Action item = Filter the data below, keeping only lines that contain "nodes".

Record excerpts =
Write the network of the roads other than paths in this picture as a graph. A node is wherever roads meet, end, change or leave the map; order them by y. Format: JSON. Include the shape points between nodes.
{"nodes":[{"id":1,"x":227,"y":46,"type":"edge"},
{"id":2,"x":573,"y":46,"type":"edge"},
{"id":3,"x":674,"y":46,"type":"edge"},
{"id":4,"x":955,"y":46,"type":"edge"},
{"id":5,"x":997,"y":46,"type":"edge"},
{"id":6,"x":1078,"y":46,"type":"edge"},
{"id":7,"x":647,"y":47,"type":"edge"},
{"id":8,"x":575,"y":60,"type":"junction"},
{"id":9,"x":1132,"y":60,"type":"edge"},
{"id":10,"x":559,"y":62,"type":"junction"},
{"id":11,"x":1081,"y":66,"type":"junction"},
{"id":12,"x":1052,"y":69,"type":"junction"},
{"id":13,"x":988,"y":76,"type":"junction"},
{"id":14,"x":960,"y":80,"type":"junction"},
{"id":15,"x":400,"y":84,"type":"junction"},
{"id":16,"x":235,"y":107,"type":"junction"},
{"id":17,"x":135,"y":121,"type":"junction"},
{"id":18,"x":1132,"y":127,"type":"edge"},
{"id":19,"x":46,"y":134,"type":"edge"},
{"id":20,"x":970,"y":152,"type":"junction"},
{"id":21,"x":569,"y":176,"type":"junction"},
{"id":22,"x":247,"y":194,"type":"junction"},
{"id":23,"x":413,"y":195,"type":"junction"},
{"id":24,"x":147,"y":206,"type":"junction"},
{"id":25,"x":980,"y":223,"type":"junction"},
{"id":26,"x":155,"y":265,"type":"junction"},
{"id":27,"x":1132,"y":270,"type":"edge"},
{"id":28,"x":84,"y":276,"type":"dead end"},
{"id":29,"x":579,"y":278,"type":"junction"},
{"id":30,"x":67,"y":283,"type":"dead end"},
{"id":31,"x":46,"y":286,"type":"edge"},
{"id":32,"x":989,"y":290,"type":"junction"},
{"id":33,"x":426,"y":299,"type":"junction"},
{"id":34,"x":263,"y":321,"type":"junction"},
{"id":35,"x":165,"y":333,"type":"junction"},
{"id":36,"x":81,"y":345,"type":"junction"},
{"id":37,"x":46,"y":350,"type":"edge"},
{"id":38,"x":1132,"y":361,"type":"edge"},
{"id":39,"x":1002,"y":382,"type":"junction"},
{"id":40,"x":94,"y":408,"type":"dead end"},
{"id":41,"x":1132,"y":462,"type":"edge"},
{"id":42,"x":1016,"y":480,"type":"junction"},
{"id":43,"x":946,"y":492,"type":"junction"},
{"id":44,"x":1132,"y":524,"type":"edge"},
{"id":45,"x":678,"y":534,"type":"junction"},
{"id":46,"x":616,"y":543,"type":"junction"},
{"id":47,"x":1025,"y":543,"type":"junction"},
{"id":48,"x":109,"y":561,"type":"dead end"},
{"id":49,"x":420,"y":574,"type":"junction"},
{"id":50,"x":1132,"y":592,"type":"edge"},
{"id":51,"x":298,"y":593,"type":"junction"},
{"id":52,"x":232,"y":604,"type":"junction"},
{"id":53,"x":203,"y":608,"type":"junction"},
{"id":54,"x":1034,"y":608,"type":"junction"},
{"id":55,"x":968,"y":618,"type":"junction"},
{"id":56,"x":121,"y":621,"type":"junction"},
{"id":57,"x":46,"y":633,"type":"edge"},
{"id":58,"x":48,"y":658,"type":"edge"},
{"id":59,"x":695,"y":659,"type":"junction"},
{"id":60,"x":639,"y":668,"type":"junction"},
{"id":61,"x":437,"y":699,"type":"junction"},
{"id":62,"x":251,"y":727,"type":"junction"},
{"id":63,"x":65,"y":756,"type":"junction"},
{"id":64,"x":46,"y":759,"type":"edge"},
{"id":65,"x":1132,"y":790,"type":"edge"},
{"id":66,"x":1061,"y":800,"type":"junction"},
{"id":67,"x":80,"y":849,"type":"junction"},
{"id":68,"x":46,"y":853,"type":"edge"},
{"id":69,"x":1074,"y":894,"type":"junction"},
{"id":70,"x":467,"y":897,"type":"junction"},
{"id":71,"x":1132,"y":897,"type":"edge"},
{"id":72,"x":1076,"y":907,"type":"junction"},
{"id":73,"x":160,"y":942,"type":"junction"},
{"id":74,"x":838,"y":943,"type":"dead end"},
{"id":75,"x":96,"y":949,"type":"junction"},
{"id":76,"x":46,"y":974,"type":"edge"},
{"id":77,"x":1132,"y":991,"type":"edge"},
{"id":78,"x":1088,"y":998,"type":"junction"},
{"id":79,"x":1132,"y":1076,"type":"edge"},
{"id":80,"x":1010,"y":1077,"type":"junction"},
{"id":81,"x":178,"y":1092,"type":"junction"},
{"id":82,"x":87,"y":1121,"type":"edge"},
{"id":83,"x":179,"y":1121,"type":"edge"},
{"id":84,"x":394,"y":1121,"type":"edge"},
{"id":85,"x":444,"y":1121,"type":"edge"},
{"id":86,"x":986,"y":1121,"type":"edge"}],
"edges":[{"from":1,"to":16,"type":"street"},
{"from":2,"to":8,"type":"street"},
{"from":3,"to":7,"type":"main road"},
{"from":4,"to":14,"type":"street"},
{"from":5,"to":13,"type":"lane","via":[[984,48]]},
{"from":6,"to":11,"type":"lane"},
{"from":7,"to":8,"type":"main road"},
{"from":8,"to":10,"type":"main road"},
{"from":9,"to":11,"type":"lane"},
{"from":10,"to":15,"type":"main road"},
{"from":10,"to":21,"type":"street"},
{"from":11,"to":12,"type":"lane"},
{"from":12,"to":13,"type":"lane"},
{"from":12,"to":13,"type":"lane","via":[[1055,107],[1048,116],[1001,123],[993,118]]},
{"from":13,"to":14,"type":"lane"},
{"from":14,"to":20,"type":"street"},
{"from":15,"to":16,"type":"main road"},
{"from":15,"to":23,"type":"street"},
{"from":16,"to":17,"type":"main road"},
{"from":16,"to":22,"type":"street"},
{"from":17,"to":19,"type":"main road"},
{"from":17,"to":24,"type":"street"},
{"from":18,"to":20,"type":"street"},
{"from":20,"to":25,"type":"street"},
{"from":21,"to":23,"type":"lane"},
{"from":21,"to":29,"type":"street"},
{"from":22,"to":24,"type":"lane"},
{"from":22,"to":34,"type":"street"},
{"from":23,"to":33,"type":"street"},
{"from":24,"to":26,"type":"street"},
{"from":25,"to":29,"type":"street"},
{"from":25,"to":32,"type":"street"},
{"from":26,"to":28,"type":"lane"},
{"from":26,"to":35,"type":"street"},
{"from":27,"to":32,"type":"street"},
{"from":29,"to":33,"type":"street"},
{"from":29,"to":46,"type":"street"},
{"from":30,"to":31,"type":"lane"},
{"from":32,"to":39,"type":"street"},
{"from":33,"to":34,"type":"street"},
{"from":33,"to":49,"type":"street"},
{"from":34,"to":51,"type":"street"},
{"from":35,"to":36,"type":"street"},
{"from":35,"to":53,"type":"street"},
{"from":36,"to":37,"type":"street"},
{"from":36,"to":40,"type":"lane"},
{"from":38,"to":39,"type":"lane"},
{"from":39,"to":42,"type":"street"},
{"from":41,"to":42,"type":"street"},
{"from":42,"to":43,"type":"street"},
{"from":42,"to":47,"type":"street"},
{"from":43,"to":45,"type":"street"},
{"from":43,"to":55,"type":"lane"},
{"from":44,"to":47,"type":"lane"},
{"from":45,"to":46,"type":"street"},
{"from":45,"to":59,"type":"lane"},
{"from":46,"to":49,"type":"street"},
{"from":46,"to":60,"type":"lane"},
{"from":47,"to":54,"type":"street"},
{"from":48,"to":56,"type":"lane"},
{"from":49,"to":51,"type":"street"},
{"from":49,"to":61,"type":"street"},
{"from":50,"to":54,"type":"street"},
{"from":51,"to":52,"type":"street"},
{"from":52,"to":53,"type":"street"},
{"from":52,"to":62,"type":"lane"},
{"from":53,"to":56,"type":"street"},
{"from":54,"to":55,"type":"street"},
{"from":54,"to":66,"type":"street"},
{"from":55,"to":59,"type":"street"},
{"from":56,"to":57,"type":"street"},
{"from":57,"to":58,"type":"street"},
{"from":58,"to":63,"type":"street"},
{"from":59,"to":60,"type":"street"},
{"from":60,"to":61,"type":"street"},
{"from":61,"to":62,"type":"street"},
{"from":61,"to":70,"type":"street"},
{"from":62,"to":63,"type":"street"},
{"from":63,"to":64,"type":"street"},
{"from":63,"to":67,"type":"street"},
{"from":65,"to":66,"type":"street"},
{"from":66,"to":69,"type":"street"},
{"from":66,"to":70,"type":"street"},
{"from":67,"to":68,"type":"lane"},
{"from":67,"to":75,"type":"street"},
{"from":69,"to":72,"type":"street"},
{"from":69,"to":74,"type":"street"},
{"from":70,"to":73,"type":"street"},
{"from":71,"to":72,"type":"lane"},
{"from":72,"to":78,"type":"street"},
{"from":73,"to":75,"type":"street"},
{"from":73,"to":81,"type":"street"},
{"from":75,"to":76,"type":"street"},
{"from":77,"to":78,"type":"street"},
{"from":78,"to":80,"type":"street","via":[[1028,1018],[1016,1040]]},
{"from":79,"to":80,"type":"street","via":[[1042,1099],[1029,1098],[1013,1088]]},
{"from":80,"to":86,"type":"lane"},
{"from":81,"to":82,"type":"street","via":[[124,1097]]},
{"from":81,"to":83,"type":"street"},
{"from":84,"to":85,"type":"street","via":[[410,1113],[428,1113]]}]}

Written solution =
Write the network of the roads other than paths in this picture as a graph. A node is wherever roads meet, end, change or leave the map; order them by y. Format: JSON. Include the shape points between nodes.
{"nodes":[{"id":1,"x":227,"y":46,"type":"edge"},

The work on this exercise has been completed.